El emperador se acarició varias veces la barbilla.
– De modo que, según tú, este pequeño artilugio encierra un inmenso poder destructor…
– Imaginad a cada soldado con uno. El mayor poder que mente humana haya concebido jamás.
* * *
Cuando el emperador otorgó el turno de réplica a Feng, éste se adelantó sumido en un perceptible temblor. Su faz, lívida por la ira, resultaba más temible que la propia arma que le acusaba. Buscó el rostro de Cí y le señaló.
– ¡Majestad! ¡Exijo que el reo sea castigado de inmediato por unas acusaciones que directamente os salpican a vos! ¡Nunca se ha oído en este tribunal una falta de respeto semejante!
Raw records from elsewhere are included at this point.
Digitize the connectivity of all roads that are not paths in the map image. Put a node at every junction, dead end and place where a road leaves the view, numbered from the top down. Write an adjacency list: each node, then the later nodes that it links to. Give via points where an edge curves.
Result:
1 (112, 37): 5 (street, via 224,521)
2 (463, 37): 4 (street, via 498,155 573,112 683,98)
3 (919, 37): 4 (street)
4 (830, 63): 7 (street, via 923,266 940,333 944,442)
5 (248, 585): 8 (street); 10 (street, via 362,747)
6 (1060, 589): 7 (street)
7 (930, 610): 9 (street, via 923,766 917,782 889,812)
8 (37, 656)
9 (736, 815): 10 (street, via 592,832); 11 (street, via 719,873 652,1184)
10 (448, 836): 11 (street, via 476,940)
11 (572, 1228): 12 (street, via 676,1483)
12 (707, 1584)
Una provocación que ninguno de vuestros antecesores en el trono habría permitido jamás.
– ¡Dejad descansar a los muertos y cuidad vuestra impertinencia! -le atajó Ningzong.
La lividez de Feng se tornó en rubor.
– Alteza Imperial, el insolente que se hace llamar lector de cadáveres sólo es en realidad un maestro de la mentira. Pretende acusar a quien os ha servido con denuedo, disfrazando y enturbiando la verdad con el único fin de evitar su condena. ¿En qué basa sus acusaciones? ¿Dónde están las pruebas? Sus palabras son fuegos de artificio, tan volátiles como la imaginaria pólvora de la que habla. ¿En qué lugar se ha visto semejante falacia? ¿Cañones portátiles? Yo no veo más que una flauta de bronce. ¿Y qué disparan? ¿Granos de arroz o huesos de ciruela? -Se revolvió hacia Cí.
El emperador entornó los párpados.
– Calmaos, Feng. Sin que ello presuponga considerar vuestra culpabilidad, las palabras del acusado no parecen insensatas -indicó Ningzong-. Me pregunto por qué razón distinta de la verdad querría acusaros.
– ¿Os lo preguntáis? ¡Por despecho! -alzó la voz hasta que se le desgarró-. Aunque no era mi intención desvelarlo en público, tiempo atrás, el padre de Cí trabajó para mí. ¡Ralea de la misma calaña! Descubrí que falsificaba los datos de mis transacciones en su provecho y me vi obligado a despedirle. Por cariño a su hijo, a quien apreciaba como propio, oculté la falta de su progenitor, pero cuando el acusado la descubrió, enloqueció y me culpó a mí de su desgracia.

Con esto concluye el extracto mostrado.